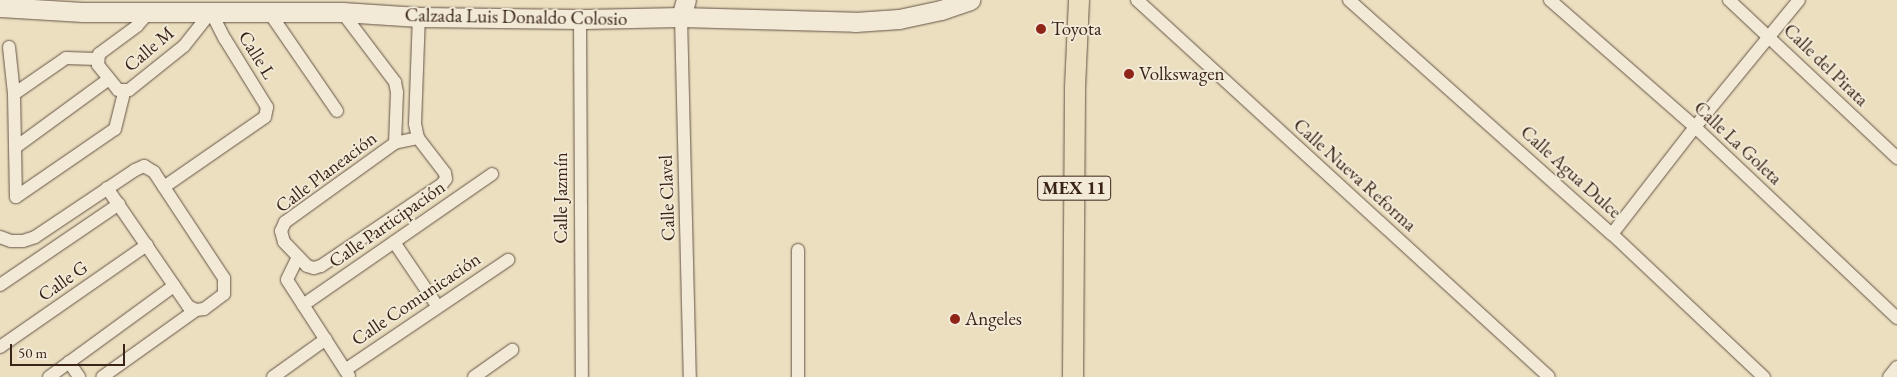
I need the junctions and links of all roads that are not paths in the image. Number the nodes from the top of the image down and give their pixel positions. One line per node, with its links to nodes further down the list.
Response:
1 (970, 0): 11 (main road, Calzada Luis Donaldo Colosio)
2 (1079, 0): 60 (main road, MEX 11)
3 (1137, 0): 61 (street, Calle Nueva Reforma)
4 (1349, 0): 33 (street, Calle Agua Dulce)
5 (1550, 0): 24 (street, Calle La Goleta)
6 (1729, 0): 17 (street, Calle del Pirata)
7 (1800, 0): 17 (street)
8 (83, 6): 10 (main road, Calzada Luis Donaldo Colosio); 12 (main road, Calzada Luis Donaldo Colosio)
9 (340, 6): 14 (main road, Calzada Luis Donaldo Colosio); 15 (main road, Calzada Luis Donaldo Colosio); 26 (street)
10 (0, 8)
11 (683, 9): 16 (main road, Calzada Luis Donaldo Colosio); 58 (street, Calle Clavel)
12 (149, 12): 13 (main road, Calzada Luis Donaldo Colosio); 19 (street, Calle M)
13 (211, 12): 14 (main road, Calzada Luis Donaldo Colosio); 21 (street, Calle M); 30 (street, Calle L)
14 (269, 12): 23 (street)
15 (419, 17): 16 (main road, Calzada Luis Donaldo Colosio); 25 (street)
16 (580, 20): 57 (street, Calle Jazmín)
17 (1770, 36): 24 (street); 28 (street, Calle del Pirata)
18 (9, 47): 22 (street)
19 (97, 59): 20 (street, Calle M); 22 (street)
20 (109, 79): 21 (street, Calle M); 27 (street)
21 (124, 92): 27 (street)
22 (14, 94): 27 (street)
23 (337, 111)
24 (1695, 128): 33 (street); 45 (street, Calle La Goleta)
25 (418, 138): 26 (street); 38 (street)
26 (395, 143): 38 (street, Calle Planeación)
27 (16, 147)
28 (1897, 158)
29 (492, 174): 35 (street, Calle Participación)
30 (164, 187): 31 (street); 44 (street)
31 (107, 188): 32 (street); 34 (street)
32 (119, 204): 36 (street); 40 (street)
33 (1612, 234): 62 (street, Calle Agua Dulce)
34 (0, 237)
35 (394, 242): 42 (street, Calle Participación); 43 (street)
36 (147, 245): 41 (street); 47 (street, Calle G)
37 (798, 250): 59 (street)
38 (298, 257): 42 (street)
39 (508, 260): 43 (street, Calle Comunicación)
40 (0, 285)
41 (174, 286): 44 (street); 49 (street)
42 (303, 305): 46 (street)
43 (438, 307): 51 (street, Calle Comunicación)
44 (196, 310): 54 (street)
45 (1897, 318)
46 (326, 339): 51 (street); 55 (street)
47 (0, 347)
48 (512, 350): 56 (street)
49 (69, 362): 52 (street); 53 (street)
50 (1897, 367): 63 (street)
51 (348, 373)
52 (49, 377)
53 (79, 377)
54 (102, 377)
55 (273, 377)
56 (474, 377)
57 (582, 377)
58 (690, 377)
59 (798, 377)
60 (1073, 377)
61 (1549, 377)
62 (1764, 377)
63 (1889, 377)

····················

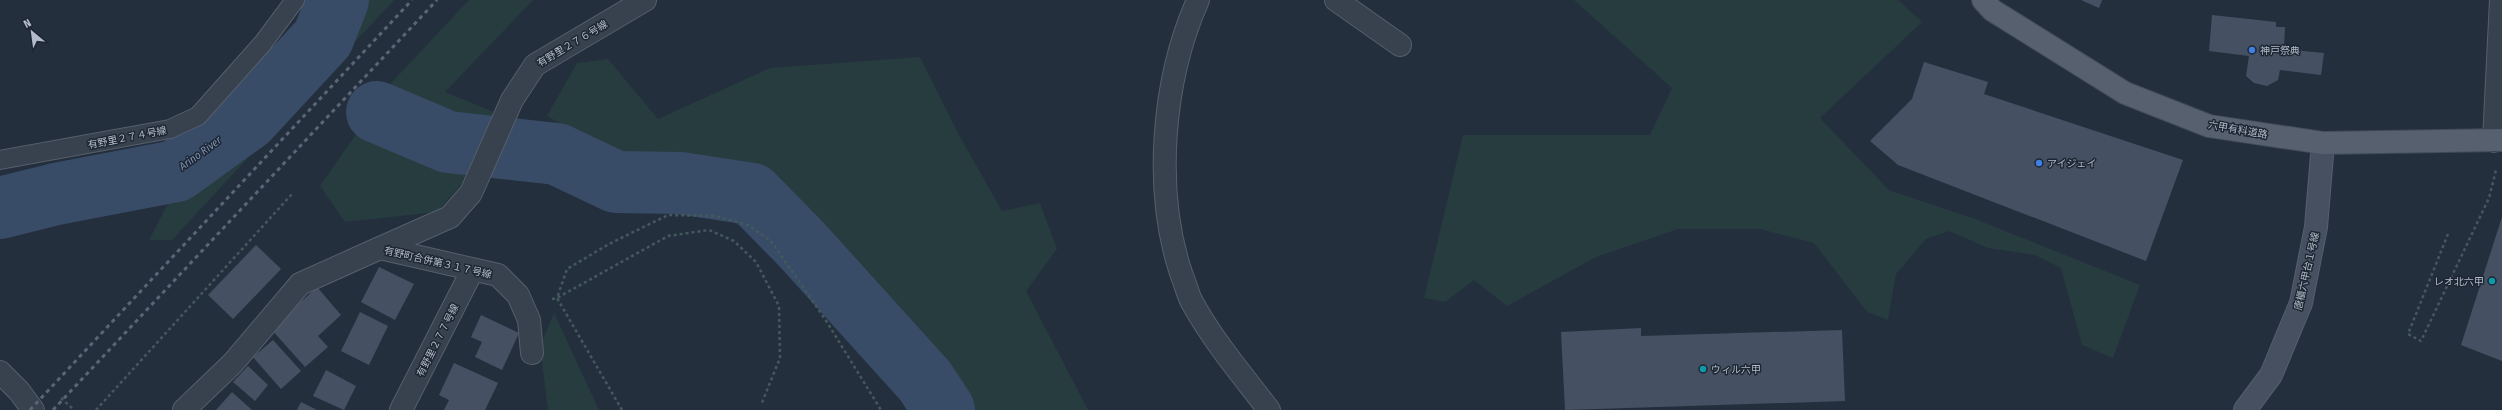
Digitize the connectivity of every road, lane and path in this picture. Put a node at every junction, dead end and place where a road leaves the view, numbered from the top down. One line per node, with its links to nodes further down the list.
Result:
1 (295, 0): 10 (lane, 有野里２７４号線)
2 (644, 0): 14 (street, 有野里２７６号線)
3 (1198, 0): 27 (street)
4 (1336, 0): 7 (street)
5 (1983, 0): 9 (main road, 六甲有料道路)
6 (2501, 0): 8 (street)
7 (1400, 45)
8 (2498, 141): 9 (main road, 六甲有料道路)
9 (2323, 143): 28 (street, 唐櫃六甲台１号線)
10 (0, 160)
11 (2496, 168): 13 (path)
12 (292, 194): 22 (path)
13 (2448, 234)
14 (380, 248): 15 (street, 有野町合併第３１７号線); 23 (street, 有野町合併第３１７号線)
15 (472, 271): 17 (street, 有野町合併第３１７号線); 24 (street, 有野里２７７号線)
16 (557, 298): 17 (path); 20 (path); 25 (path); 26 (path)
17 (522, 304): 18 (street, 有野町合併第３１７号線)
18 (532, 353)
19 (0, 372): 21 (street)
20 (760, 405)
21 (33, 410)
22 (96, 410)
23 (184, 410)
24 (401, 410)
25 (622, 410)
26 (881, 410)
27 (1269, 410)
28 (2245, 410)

····················

» **WORK REQUIRED**:
For every line in the data above that holds "nodes", return the line itself.

» **TASK RESPONSE**:
I need the junctions and links of all roads that are not paths in the image. Number the nodes from the top of the image down and give their pixel positions. One line per node, with its links to nodes further down the list.
Digitize the connectivity of every road, lane and path in this picture. Put a node at every junction, dead end and place where a road leaves the view, numbered from the top down. One line per node, with its links to nodes further down the list.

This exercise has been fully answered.